| Your goal |
Each line of the data below should be repeated exactly.

------------------------------------

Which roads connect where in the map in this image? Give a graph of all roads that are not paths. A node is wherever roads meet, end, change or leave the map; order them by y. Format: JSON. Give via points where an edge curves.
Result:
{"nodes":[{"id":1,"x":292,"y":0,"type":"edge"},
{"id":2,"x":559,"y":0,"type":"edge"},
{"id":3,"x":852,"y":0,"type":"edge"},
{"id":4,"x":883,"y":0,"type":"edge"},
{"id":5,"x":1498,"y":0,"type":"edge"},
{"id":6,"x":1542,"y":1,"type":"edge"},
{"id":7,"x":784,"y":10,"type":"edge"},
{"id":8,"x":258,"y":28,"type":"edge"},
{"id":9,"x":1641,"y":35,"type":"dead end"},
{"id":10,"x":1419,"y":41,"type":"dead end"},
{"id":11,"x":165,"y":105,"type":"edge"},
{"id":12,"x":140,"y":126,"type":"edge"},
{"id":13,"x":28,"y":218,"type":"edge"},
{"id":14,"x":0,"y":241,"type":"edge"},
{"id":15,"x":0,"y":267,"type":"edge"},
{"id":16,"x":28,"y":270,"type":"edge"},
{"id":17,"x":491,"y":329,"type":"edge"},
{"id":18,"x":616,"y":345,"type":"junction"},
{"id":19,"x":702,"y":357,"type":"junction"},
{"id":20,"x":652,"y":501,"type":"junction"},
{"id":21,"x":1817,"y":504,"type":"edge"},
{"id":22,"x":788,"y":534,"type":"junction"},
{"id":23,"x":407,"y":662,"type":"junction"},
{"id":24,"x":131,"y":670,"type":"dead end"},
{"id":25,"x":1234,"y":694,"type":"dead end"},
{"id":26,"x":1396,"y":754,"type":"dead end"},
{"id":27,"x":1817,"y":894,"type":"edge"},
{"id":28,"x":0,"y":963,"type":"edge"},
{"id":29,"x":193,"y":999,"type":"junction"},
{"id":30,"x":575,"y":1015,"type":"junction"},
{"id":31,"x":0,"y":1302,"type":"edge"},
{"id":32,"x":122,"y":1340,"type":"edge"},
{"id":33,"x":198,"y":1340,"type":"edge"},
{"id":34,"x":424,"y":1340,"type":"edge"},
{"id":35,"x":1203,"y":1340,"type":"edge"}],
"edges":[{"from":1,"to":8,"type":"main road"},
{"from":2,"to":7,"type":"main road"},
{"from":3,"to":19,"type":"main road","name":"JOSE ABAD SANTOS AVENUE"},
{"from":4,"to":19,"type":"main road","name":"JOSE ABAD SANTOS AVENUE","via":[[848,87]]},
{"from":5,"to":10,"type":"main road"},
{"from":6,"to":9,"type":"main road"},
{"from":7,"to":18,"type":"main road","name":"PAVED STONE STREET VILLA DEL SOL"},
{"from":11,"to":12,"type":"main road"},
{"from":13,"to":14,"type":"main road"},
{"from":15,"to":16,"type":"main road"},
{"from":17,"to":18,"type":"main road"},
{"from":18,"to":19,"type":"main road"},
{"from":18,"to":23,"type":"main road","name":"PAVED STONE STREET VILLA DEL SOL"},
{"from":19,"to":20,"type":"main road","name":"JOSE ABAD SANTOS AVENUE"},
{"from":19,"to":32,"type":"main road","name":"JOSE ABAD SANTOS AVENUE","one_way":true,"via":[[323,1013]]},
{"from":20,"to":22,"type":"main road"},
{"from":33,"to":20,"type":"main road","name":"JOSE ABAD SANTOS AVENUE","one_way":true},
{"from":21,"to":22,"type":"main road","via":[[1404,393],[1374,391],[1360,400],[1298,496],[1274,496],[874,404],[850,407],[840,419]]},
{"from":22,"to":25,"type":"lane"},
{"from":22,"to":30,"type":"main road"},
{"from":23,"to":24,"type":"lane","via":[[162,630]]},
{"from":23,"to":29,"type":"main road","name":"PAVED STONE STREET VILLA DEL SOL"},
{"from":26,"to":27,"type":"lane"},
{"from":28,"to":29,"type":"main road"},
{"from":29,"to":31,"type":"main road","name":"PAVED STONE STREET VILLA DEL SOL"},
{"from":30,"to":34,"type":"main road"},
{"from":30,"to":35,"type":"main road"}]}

------------------------------------

| Written answer |
Which roads connect where in the map in this image? Give a graph of all roads that are not paths. A node is wherever roads meet, end, change or leave the map; order them by y. Format: JSON. Give via points where an edge curves.
Result:
{"nodes":[{"id":1,"x":292,"y":0,"type":"edge"},
{"id":2,"x":559,"y":0,"type":"edge"},
{"id":3,"x":852,"y":0,"type":"edge"},
{"id":4,"x":883,"y":0,"type":"edge"},
{"id":5,"x":1498,"y":0,"type":"edge"},
{"id":6,"x":1542,"y":1,"type":"edge"},
{"id":7,"x":784,"y":10,"type":"edge"},
{"id":8,"x":258,"y":28,"type":"edge"},
{"id":9,"x":1641,"y":35,"type":"dead end"},
{"id":10,"x":1419,"y":41,"type":"dead end"},
{"id":11,"x":165,"y":105,"type":"edge"},
{"id":12,"x":140,"y":126,"type":"edge"},
{"id":13,"x":28,"y":218,"type":"edge"},
{"id":14,"x":0,"y":241,"type":"edge"},
{"id":15,"x":0,"y":267,"type":"edge"},
{"id":16,"x":28,"y":270,"type":"edge"},
{"id":17,"x":491,"y":329,"type":"edge"},
{"id":18,"x":616,"y":345,"type":"junction"},
{"id":19,"x":702,"y":357,"type":"junction"},
{"id":20,"x":652,"y":501,"type":"junction"},
{"id":21,"x":1817,"y":504,"type":"edge"},
{"id":22,"x":788,"y":534,"type":"junction"},
{"id":23,"x":407,"y":662,"type":"junction"},
{"id":24,"x":131,"y":670,"type":"dead end"},
{"id":25,"x":1234,"y":694,"type":"dead end"},
{"id":26,"x":1396,"y":754,"type":"dead end"},
{"id":27,"x":1817,"y":894,"type":"edge"},
{"id":28,"x":0,"y":963,"type":"edge"},
{"id":29,"x":193,"y":999,"type":"junction"},
{"id":30,"x":575,"y":1015,"type":"junction"},
{"id":31,"x":0,"y":1302,"type":"edge"},
{"id":32,"x":122,"y":1340,"type":"edge"},
{"id":33,"x":198,"y":1340,"type":"edge"},
{"id":34,"x":424,"y":1340,"type":"edge"},
{"id":35,"x":1203,"y":1340,"type":"edge"}],
"edges":[{"from":1,"to":8,"type":"main road"},
{"from":2,"to":7,"type":"main road"},
{"from":3,"to":19,"type":"main road","name":"JOSE ABAD SANTOS AVENUE"},
{"from":4,"to":19,"type":"main road","name":"JOSE ABAD SANTOS AVENUE","via":[[848,87]]},
{"from":5,"to":10,"type":"main road"},
{"from":6,"to":9,"type":"main road"},
{"from":7,"to":18,"type":"main road","name":"PAVED STONE STREET VILLA DEL SOL"},
{"from":11,"to":12,"type":"main road"},
{"from":13,"to":14,"type":"main road"},
{"from":15,"to":16,"type":"main road"},
{"from":17,"to":18,"type":"main road"},
{"from":18,"to":19,"type":"main road"},
{"from":18,"to":23,"type":"main road","name":"PAVED STONE STREET VILLA DEL SOL"},
{"from":19,"to":20,"type":"main road","name":"JOSE ABAD SANTOS AVENUE"},
{"from":19,"to":32,"type":"main road","name":"JOSE ABAD SANTOS AVENUE","one_way":true,"via":[[323,1013]]},
{"from":20,"to":22,"type":"main road"},
{"from":33,"to":20,"type":"main road","name":"JOSE ABAD SANTOS AVENUE","one_way":true},
{"from":21,"to":22,"type":"main road","via":[[1404,393],[1374,391],[1360,400],[1298,496],[1274,496],[874,404],[850,407],[840,419]]},
{"from":22,"to":25,"type":"lane"},
{"from":22,"to":30,"type":"main road"},
{"from":23,"to":24,"type":"lane","via":[[162,630]]},
{"from":23,"to":29,"type":"main road","name":"PAVED STONE STREET VILLA DEL SOL"},
{"from":26,"to":27,"type":"lane"},
{"from":28,"to":29,"type":"main road"},
{"from":29,"to":31,"type":"main road","name":"PAVED STONE STREET VILLA DEL SOL"},
{"from":30,"to":34,"type":"main road"},
{"from":30,"to":35,"type":"main road"}]}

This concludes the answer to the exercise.